- **AVAILABLE RECORDS**:
Content starts

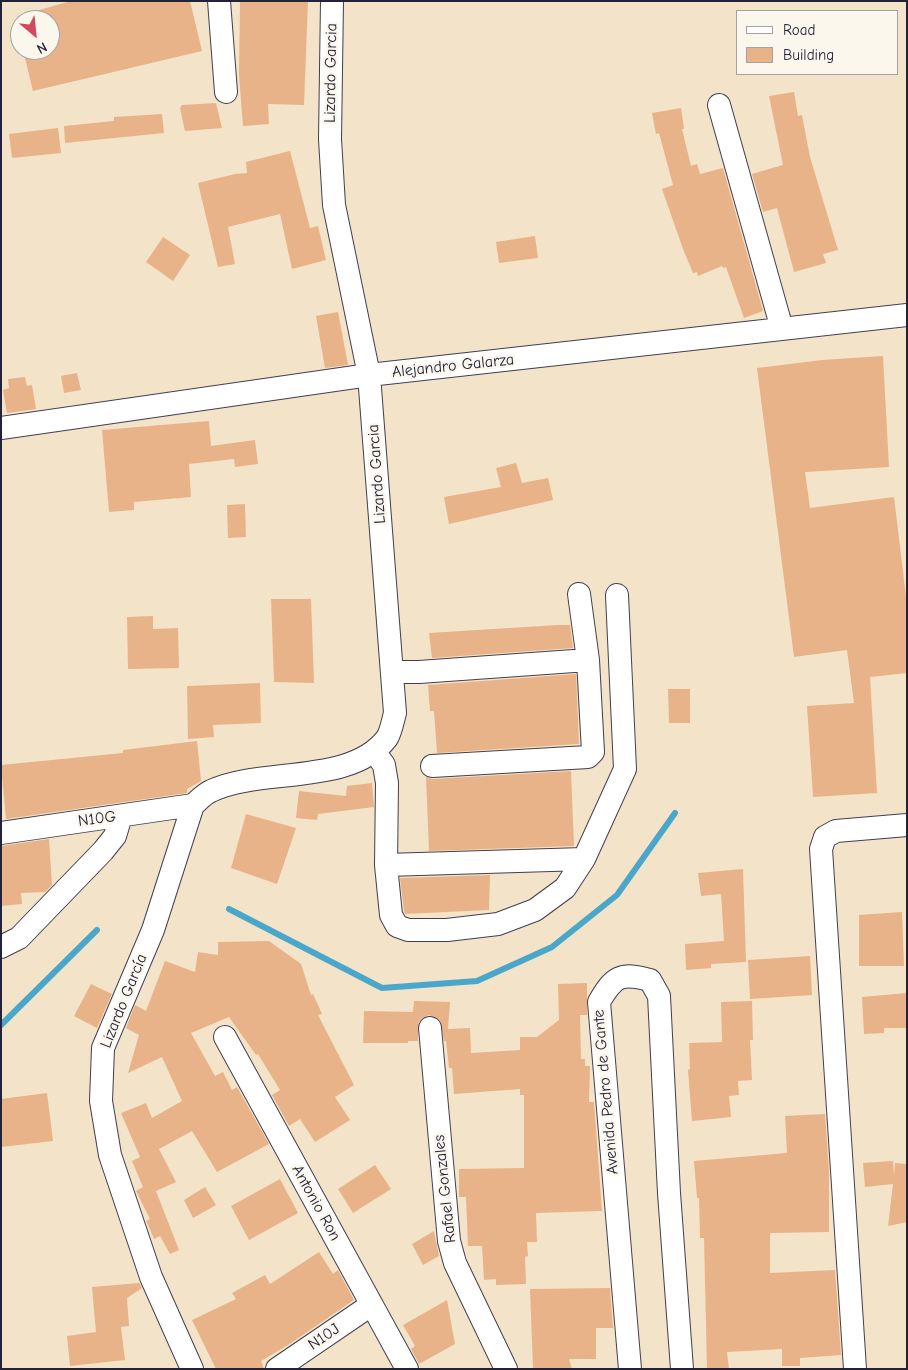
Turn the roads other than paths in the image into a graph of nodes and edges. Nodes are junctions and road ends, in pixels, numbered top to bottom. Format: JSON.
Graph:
{"nodes":[{"id":1,"x":219,"y":1,"type":"edge"},
{"id":2,"x":332,"y":1,"type":"edge"},
{"id":3,"x":226,"y":92,"type":"dead end"},
{"id":4,"x":719,"y":105,"type":"dead end"},
{"id":5,"x":907,"y":315,"type":"edge"},
{"id":6,"x":782,"y":329,"type":"junction"},
{"id":7,"x":369,"y":375,"type":"junction"},
{"id":8,"x":1,"y":428,"type":"edge"},
{"id":9,"x":579,"y":594,"type":"dead end"},
{"id":10,"x":617,"y":595,"type":"dead end"},
{"id":11,"x":588,"y":660,"type":"junction"},
{"id":12,"x":392,"y":672,"type":"junction"},
{"id":13,"x":374,"y":751,"type":"junction"},
{"id":14,"x":432,"y":766,"type":"dead end"},
{"id":15,"x":193,"y":805,"type":"junction"},
{"id":16,"x":121,"y":816,"type":"junction"},
{"id":17,"x":907,"y":825,"type":"edge"},
{"id":18,"x":1,"y":832,"type":"edge"},
{"id":19,"x":584,"y":859,"type":"junction"},
{"id":20,"x":386,"y":865,"type":"junction"},
{"id":21,"x":1,"y":947,"type":"edge"},
{"id":22,"x":430,"y":1028,"type":"dead end"},
{"id":23,"x":225,"y":1037,"type":"dead end"},
{"id":24,"x":371,"y":1305,"type":"junction"},
{"id":25,"x":192,"y":1369,"type":"edge"},
{"id":26,"x":277,"y":1369,"type":"edge"},
{"id":27,"x":407,"y":1369,"type":"edge"},
{"id":28,"x":506,"y":1369,"type":"edge"},
{"id":29,"x":630,"y":1369,"type":"edge"},
{"id":30,"x":682,"y":1369,"type":"edge"},
{"id":31,"x":855,"y":1369,"type":"edge"}],
"edges":[{"from":1,"to":3,"type":"street"},
{"from":2,"to":7,"type":"street","name":"Lizardo Garcia"},
{"from":4,"to":6,"type":"street"},
{"from":5,"to":6,"type":"street","name":"Alejandro Galarza"},
{"from":6,"to":7,"type":"street","name":"Alejandro Galarza"},
{"from":7,"to":8,"type":"street","name":"Alejandro Galarza"},
{"from":7,"to":12,"type":"street","name":"Lizardo Garcia"},
{"from":9,"to":11,"type":"street"},
{"from":10,"to":19,"type":"street"},
{"from":11,"to":12,"type":"street"},
{"from":11,"to":14,"type":"street"},
{"from":12,"to":13,"type":"street","name":"Lizardo Garcia"},
{"from":13,"to":15,"type":"street","name":"Lizardo Garcia"},
{"from":13,"to":20,"type":"street"},
{"from":15,"to":16,"type":"street","name":"N10G"},
{"from":15,"to":25,"type":"street","name":"Lizardo García"},
{"from":16,"to":18,"type":"street","name":"N10G"},
{"from":16,"to":21,"type":"street"},
{"from":17,"to":31,"type":"street"},
{"from":19,"to":20,"type":"street"},
{"from":19,"to":20,"type":"street"},
{"from":22,"to":28,"type":"street","name":"Rafael Gonzales"},
{"from":23,"to":24,"type":"street","name":"Antonio Ron"},
{"from":24,"to":26,"type":"street","name":"N10J"},
{"from":24,"to":27,"type":"street","name":"Antonio Ron"},
{"from":29,"to":30,"type":"street","name":"Avenida Pedro de Gante"}]}
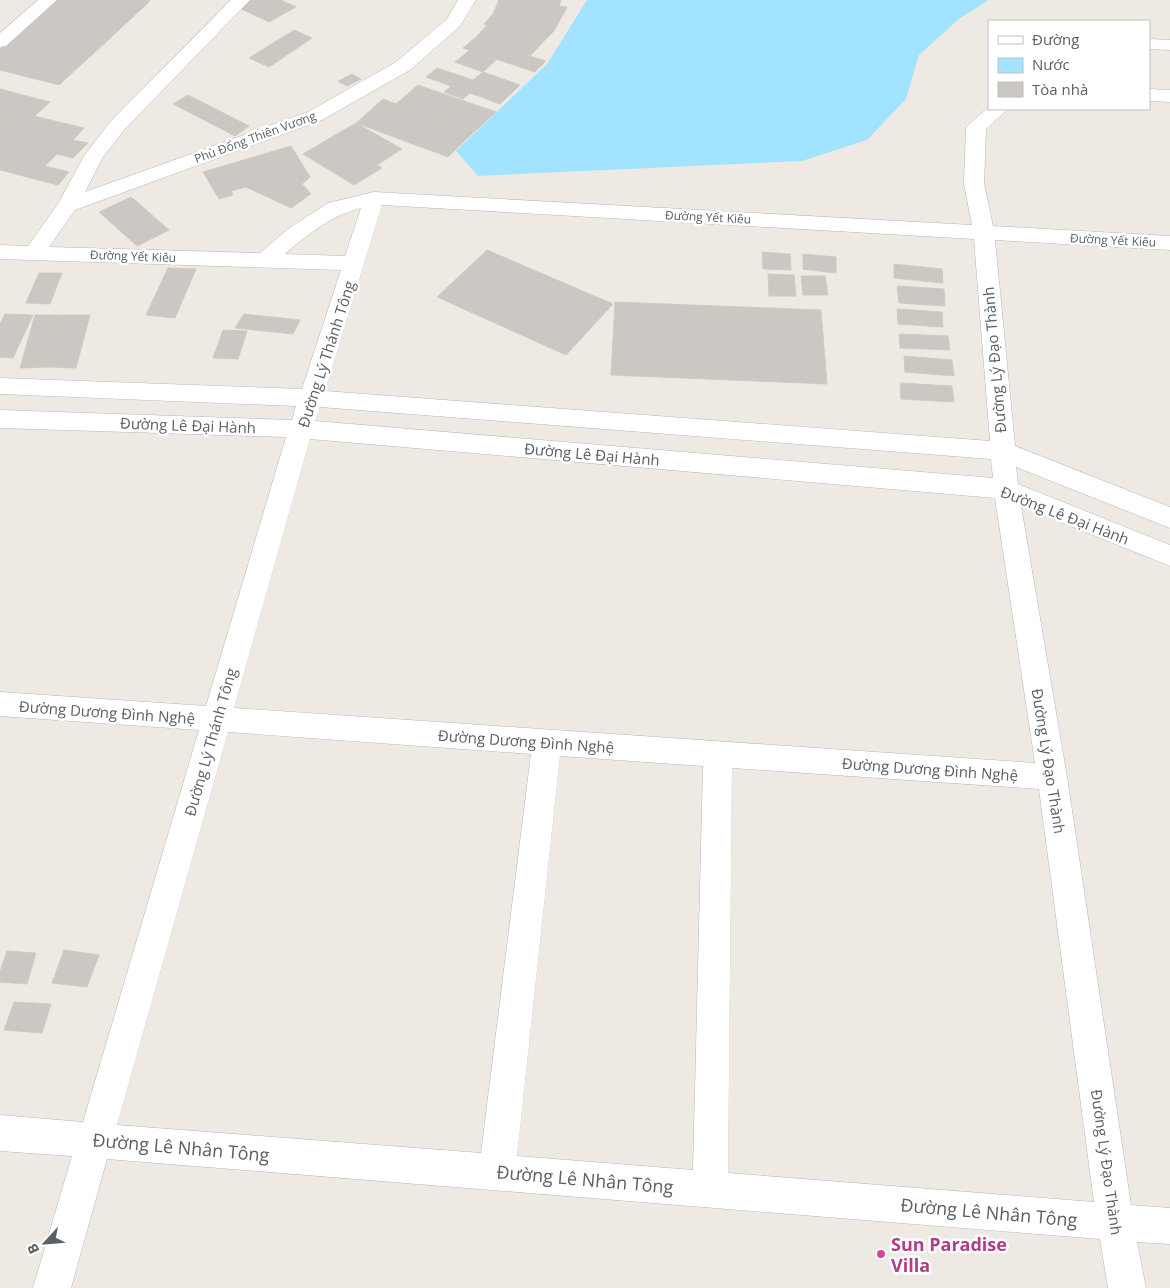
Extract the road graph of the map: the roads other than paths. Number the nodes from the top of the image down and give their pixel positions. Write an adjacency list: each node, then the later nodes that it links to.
1 (48, 0): 4 (street)
2 (241, 0): 11 (street)
3 (467, 0): 11 (street, Phù Đổng Thiên Vương)
4 (0, 42)
5 (1150, 44): 6 (street)
6 (1170, 45)
7 (1150, 95): 8 (street)
8 (1170, 96)
9 (997, 110): 12 (street, Đường Lý Đạo Thành)
10 (374, 198): 12 (street, Đường Yết Kiêu); 16 (street, Đường Yết Kiêu); 17 (street, Đường Lý Thánh Tông)
11 (68, 205): 15 (street)
12 (984, 232): 13 (street, Đường Yết Kiêu); 22 (street, Đường Lý Đạo Thành)
13 (1170, 243)
14 (0, 252): 15 (street, Đường Yết Kiêu)
15 (34, 253): 16 (street, Đường Yết Kiêu)
16 (265, 260): 17 (street, Đường Yết Kiêu)
17 (354, 263): 19 (street, Đường Lý Thánh Tông)
18 (0, 386): 19 (street, Đường Lê Đại Hành)
19 (311, 398): 21 (street, Đường Lý Thánh Tông); 22 (street, Đường Lê Đại Hành)
20 (0, 419): 21 (street, Đường Lê Đại Hành)
21 (302, 429): 23 (street, Đường Lê Đại Hành); 27 (street, Đường Lý Thánh Tông)
22 (1002, 451): 23 (street, Đường Lý Đạo Thành); 24 (street, Đường Lê Đại Hành)
23 (1006, 489): 25 (street, Đường Lê Đại Hành); 30 (street, Đường Lý Đạo Thành)
24 (1170, 518)
25 (1170, 556)
26 (0, 704): 27 (street, Đường Dương Đình Nghệ)
27 (216, 719): 28 (street, Đường Dương Đình Nghệ); 32 (street, Đường Lý Thánh Tông)
28 (547, 742): 29 (street, Đường Dương Đình Nghệ); 33 (street)
29 (718, 754): 30 (street, Đường Dương Đình Nghệ); 34 (street)
30 (1052, 777): 35 (street, Đường Lý Đạo Thành)
31 (0, 1133): 32 (street, Đường Lê Nhân Tông)
32 (95, 1141): 33 (street, Đường Lê Nhân Tông); 37 (street, Đường Lý Thánh Tông)
33 (497, 1172): 34 (street, Đường Lê Nhân Tông)
34 (710, 1189): 35 (street, Đường Lê Nhân Tông)
35 (1115, 1222): 36 (street, Đường Lê Nhân Tông); 38 (street, Đường Lý Đạo Thành)
36 (1170, 1226)
37 (52, 1288)
38 (1126, 1288)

Content ends

- **WORK TO COMPLETE**: Scan the data, and report each line that uses the word "Dương".

- **ANSWER SPACE**:
26 (0, 704): 27 (street, Đường Dương Đình Nghệ)
27 (216, 719): 28 (street, Đường Dương Đình Nghệ); 32 (street, Đường Lý Thánh Tông)
28 (547, 742): 29 (street, Đường Dương Đình Nghệ); 33 (street)
29 (718, 754): 30 (street, Đường Dương Đình Nghệ); 34 (street)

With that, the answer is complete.